Why are the oceans typically dominated by HCO3-?
Partitioning of DIC between CO2, HCO3- and CO32- in the ocean is a function of pH.
The modern surface sea water in the ocean has a pH of just above 8. This correlates to ~90% HCO3, ~9% CO32- and <1% CO2.
There is an anticorrelation between the carbonate ion (CO32-) and CO2 and HCO3- acts as the buffer in the reaction. As the pH is lowered, CO2 is favoured and thus waters get more acidic.

What is the Biological Pump?
The combined biological processes which transfer organic matter to depth.
It quickly removes carbon from surface ocean and atmosphere and puts it in the deep ocean.
Turning off the biological pump would lead to a 200ppm increase in atmospheric CO2 i.e. the biological pump locks away the equivalent of 200ppm of CO2 in organic carbon.
How does the organic carbon or soft tissue pump work?
- Small algae called phytoplankton that live in the euphotic zone of surface ocean waters comsume CO2 by photosynthesis and form organic matter as tissue (carbohydrate) and release oxygen. These tiny particles cannot sink and so cannot transport carbon deeper into the ocean.
- Phytoplankton is at the bottom of the food chain and so are grazed upon by zooplankton.
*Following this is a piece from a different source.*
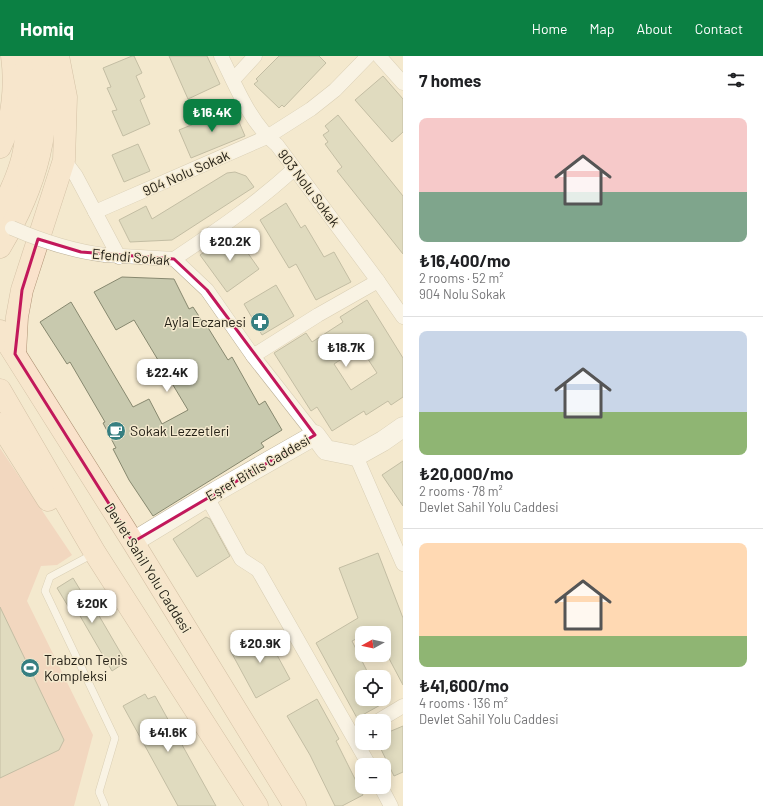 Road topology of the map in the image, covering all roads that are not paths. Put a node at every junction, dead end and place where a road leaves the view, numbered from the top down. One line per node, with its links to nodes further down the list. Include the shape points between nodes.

The excretion produced by zooplankton contains millions of phytoplankton and has now accumulated into denser aggregate called marine snow. Marine snow is heavy/dense enough to start sinking.
- As the aggregate sinks deeper into the ocean it gets acted upon by bacteria. Under the uptake of 1 mole of oxygen, the organic C is decomposed, freeing 1 mole of dissolved CO2 which is then physically mixed and recycled.
- This carbon flux takes place in the ocean mixed layer (top 100m)
In modern oceans only 1% of Corg gets deposited on the sea floor before respiration takes place, but there were times in Earth history when black shales were getting deposited.
The amount of Corg getting deposited obviosly effects the climate balance and controls deep water ocean chemistry of O2, inorganic carbon, and nutrients (the elements marine organisms need for life = C, N, P, Si, Cd, Fe etc.)

What is the organic carbon or soft tissue pump?
The ‘organic carbon or soft tissue pump’ is the part of the biological pump that takes CO2 from the atmosphere, converts it to organic C, and carries it to the deeper ocean, where it gets remineralised again (i.e. decomposition).